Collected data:
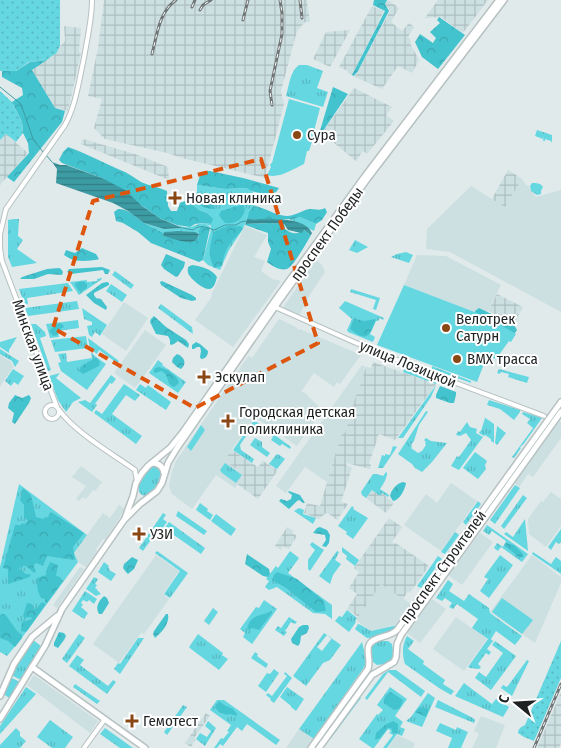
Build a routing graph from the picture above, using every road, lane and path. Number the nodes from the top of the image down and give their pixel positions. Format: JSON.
{"nodes":[{"id":1,"x":92,"y":0,"type":"edge"},
{"id":2,"x":499,"y":0,"type":"edge"},
{"id":3,"x":504,"y":0,"type":"edge"},
{"id":4,"x":328,"y":230,"type":"junction"},
{"id":5,"x":317,"y":246,"type":"junction"},
{"id":6,"x":275,"y":307,"type":"junction"},
{"id":7,"x":52,"y":397,"type":"junction"},
{"id":8,"x":560,"y":403,"type":"edge"},
{"id":9,"x":49,"y":406,"type":"junction"},
{"id":10,"x":58,"y":409,"type":"junction"},
{"id":11,"x":561,"y":412,"type":"edge"},
{"id":12,"x":544,"y":416,"type":"junction"},
{"id":13,"x":554,"y":416,"type":"junction"},
{"id":14,"x":64,"y":417,"type":"junction"},
{"id":15,"x":56,"y":418,"type":"junction"},
{"id":16,"x":547,"y":424,"type":"junction"},
{"id":17,"x":150,"y":465,"type":"junction"},
{"id":18,"x":135,"y":470,"type":"junction"},
{"id":19,"x":164,"y":477,"type":"junction"},
{"id":20,"x":137,"y":481,"type":"junction"},
{"id":21,"x":136,"y":489,"type":"junction"},
{"id":22,"x":148,"y":498,"type":"junction"},
{"id":23,"x":124,"y":520,"type":"junction"},
{"id":24,"x":475,"y":527,"type":"junction"},
{"id":25,"x":59,"y":614,"type":"junction"},
{"id":26,"x":35,"y":634,"type":"junction"},
{"id":27,"x":47,"y":640,"type":"junction"},
{"id":28,"x":32,"y":667,"type":"junction"},
{"id":29,"x":1,"y":695,"type":"edge"},
{"id":30,"x":13,"y":699,"type":"junction"},
{"id":31,"x":0,"y":719,"type":"edge"},
{"id":32,"x":105,"y":719,"type":"junction"},
{"id":33,"x":325,"y":734,"type":"junction"},
{"id":34,"x":84,"y":748,"type":"edge"},
{"id":35,"x":145,"y":748,"type":"edge"},
{"id":36,"x":311,"y":748,"type":"edge"},
{"id":37,"x":319,"y":748,"type":"edge"}],
"edges":[{"from":1,"to":7,"type":"main road","name":"Минская улица"},
{"from":2,"to":4,"type":"main road","name":"проспект Победы"},
{"from":3,"to":4,"type":"main road","name":"проспект Победы"},
{"from":4,"to":5,"type":"main road","name":"проспект Победы"},
{"from":5,"to":6,"type":"main road","name":"проспект Победы"},
{"from":5,"to":17,"type":"main road","name":"проспект Победы"},
{"from":6,"to":12,"type":"main road","name":"улица Лозицкой"},
{"from":6,"to":19,"type":"main road","name":"проспект Победы"},
{"from":7,"to":9,"type":"main road","name":"Минская улица"},
{"from":7,"to":10,"type":"main road","name":"Минская улица"},
{"from":8,"to":12,"type":"main road"},
{"from":8,"to":13,"type":"main road","name":"проспект Строителей"},
{"from":9,"to":10,"type":"main road"},
{"from":9,"to":15,"type":"main road"},
{"from":10,"to":14,"type":"main road","name":"Минская улица"},
{"from":10,"to":15,"type":"main road"},
{"from":11,"to":13,"type":"main road","name":"проспект Строителей"},
{"from":12,"to":16,"type":"main road"},
{"from":13,"to":16,"type":"main road","name":"проспект Строителей"},
{"from":14,"to":15,"type":"main road"},
{"from":14,"to":18,"type":"main road","name":"Минская улица"},
{"from":16,"to":24,"type":"main road","name":"проспект Строителей"},
{"from":17,"to":18,"type":"main road"},
{"from":17,"to":19,"type":"main road"},
{"from":17,"to":20,"type":"main road"},
{"from":18,"to":20,"type":"main road"},
{"from":19,"to":22,"type":"main road"},
{"from":20,"to":21,"type":"main road"},
{"from":21,"to":22,"type":"main road"},
{"from":21,"to":23,"type":"main road"},
{"from":22,"to":23,"type":"main road"},
{"from":23,"to":25,"type":"main road"},
{"from":24,"to":33,"type":"main road","name":"проспект Строителей"},
{"from":24,"to":33,"type":"main road","name":"проспект Строителей"},
{"from":25,"to":26,"type":"main road"},
{"from":25,"to":27,"type":"main road"},
{"from":26,"to":27,"type":"main road"},
{"from":26,"to":29,"type":"main road"},
{"from":27,"to":28,"type":"main road"},
{"from":28,"to":30,"type":"main road"},
{"from":28,"to":32,"type":"main road"},
{"from":29,"to":30,"type":"main road"},
{"from":30,"to":31,"type":"main road"},
{"from":32,"to":34,"type":"main road"},
{"from":32,"to":35,"type":"main road"},
{"from":33,"to":36,"type":"main road","name":"проспект Строителей"},
{"from":33,"to":37,"type":"main road","name":"проспект Строителей"}]}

▶ _Assigned task_: With the pictures excluded, the records are to be reproduced exactly.

▶ _Completed exercise_:
Build a routing graph from the picture above, using every road, lane and path. Number the nodes from the top of the image down and give their pixel positions. Format: JSON.
{"nodes":[{"id":1,"x":92,"y":0,"type":"edge"},
{"id":2,"x":499,"y":0,"type":"edge"},
{"id":3,"x":504,"y":0,"type":"edge"},
{"id":4,"x":328,"y":230,"type":"junction"},
{"id":5,"x":317,"y":246,"type":"junction"},
{"id":6,"x":275,"y":307,"type":"junction"},
{"id":7,"x":52,"y":397,"type":"junction"},
{"id":8,"x":560,"y":403,"type":"edge"},
{"id":9,"x":49,"y":406,"type":"junction"},
{"id":10,"x":58,"y":409,"type":"junction"},
{"id":11,"x":561,"y":412,"type":"edge"},
{"id":12,"x":544,"y":416,"type":"junction"},
{"id":13,"x":554,"y":416,"type":"junction"},
{"id":14,"x":64,"y":417,"type":"junction"},
{"id":15,"x":56,"y":418,"type":"junction"},
{"id":16,"x":547,"y":424,"type":"junction"},
{"id":17,"x":150,"y":465,"type":"junction"},
{"id":18,"x":135,"y":470,"type":"junction"},
{"id":19,"x":164,"y":477,"type":"junction"},
{"id":20,"x":137,"y":481,"type":"junction"},
{"id":21,"x":136,"y":489,"type":"junction"},
{"id":22,"x":148,"y":498,"type":"junction"},
{"id":23,"x":124,"y":520,"type":"junction"},
{"id":24,"x":475,"y":527,"type":"junction"},
{"id":25,"x":59,"y":614,"type":"junction"},
{"id":26,"x":35,"y":634,"type":"junction"},
{"id":27,"x":47,"y":640,"type":"junction"},
{"id":28,"x":32,"y":667,"type":"junction"},
{"id":29,"x":1,"y":695,"type":"edge"},
{"id":30,"x":13,"y":699,"type":"junction"},
{"id":31,"x":0,"y":719,"type":"edge"},
{"id":32,"x":105,"y":719,"type":"junction"},
{"id":33,"x":325,"y":734,"type":"junction"},
{"id":34,"x":84,"y":748,"type":"edge"},
{"id":35,"x":145,"y":748,"type":"edge"},
{"id":36,"x":311,"y":748,"type":"edge"},
{"id":37,"x":319,"y":748,"type":"edge"}],
"edges":[{"from":1,"to":7,"type":"main road","name":"Минская улица"},
{"from":2,"to":4,"type":"main road","name":"проспект Победы"},
{"from":3,"to":4,"type":"main road","name":"проспект Победы"},
{"from":4,"to":5,"type":"main road","name":"проспект Победы"},
{"from":5,"to":6,"type":"main road","name":"проспект Победы"},
{"from":5,"to":17,"type":"main road","name":"проспект Победы"},
{"from":6,"to":12,"type":"main road","name":"улица Лозицкой"},
{"from":6,"to":19,"type":"main road","name":"проспект Победы"},
{"from":7,"to":9,"type":"main road","name":"Минская улица"},
{"from":7,"to":10,"type":"main road","name":"Минская улица"},
{"from":8,"to":12,"type":"main road"},
{"from":8,"to":13,"type":"main road","name":"проспект Строителей"},
{"from":9,"to":10,"type":"main road"},
{"from":9,"to":15,"type":"main road"},
{"from":10,"to":14,"type":"main road","name":"Минская улица"},
{"from":10,"to":15,"type":"main road"},
{"from":11,"to":13,"type":"main road","name":"проспект Строителей"},
{"from":12,"to":16,"type":"main road"},
{"from":13,"to":16,"type":"main road","name":"проспект Строителей"},
{"from":14,"to":15,"type":"main road"},
{"from":14,"to":18,"type":"main road","name":"Минская улица"},
{"from":16,"to":24,"type":"main road","name":"проспект Строителей"},
{"from":17,"to":18,"type":"main road"},
{"from":17,"to":19,"type":"main road"},
{"from":17,"to":20,"type":"main road"},
{"from":18,"to":20,"type":"main road"},
{"from":19,"to":22,"type":"main road"},
{"from":20,"to":21,"type":"main road"},
{"from":21,"to":22,"type":"main road"},
{"from":21,"to":23,"type":"main road"},
{"from":22,"to":23,"type":"main road"},
{"from":23,"to":25,"type":"main road"},
{"from":24,"to":33,"type":"main road","name":"проспект Строителей"},
{"from":24,"to":33,"type":"main road","name":"проспект Строителей"},
{"from":25,"to":26,"type":"main road"},
{"from":25,"to":27,"type":"main road"},
{"from":26,"to":27,"type":"main road"},
{"from":26,"to":29,"type":"main road"},
{"from":27,"to":28,"type":"main road"},
{"from":28,"to":30,"type":"main road"},
{"from":28,"to":32,"type":"main road"},
{"from":29,"to":30,"type":"main road"},
{"from":30,"to":31,"type":"main road"},
{"from":32,"to":34,"type":"main road"},
{"from":32,"to":35,"type":"main road"},
{"from":33,"to":36,"type":"main road","name":"проспект Строителей"},
{"from":33,"to":37,"type":"main road","name":"проспект Строителей"}]}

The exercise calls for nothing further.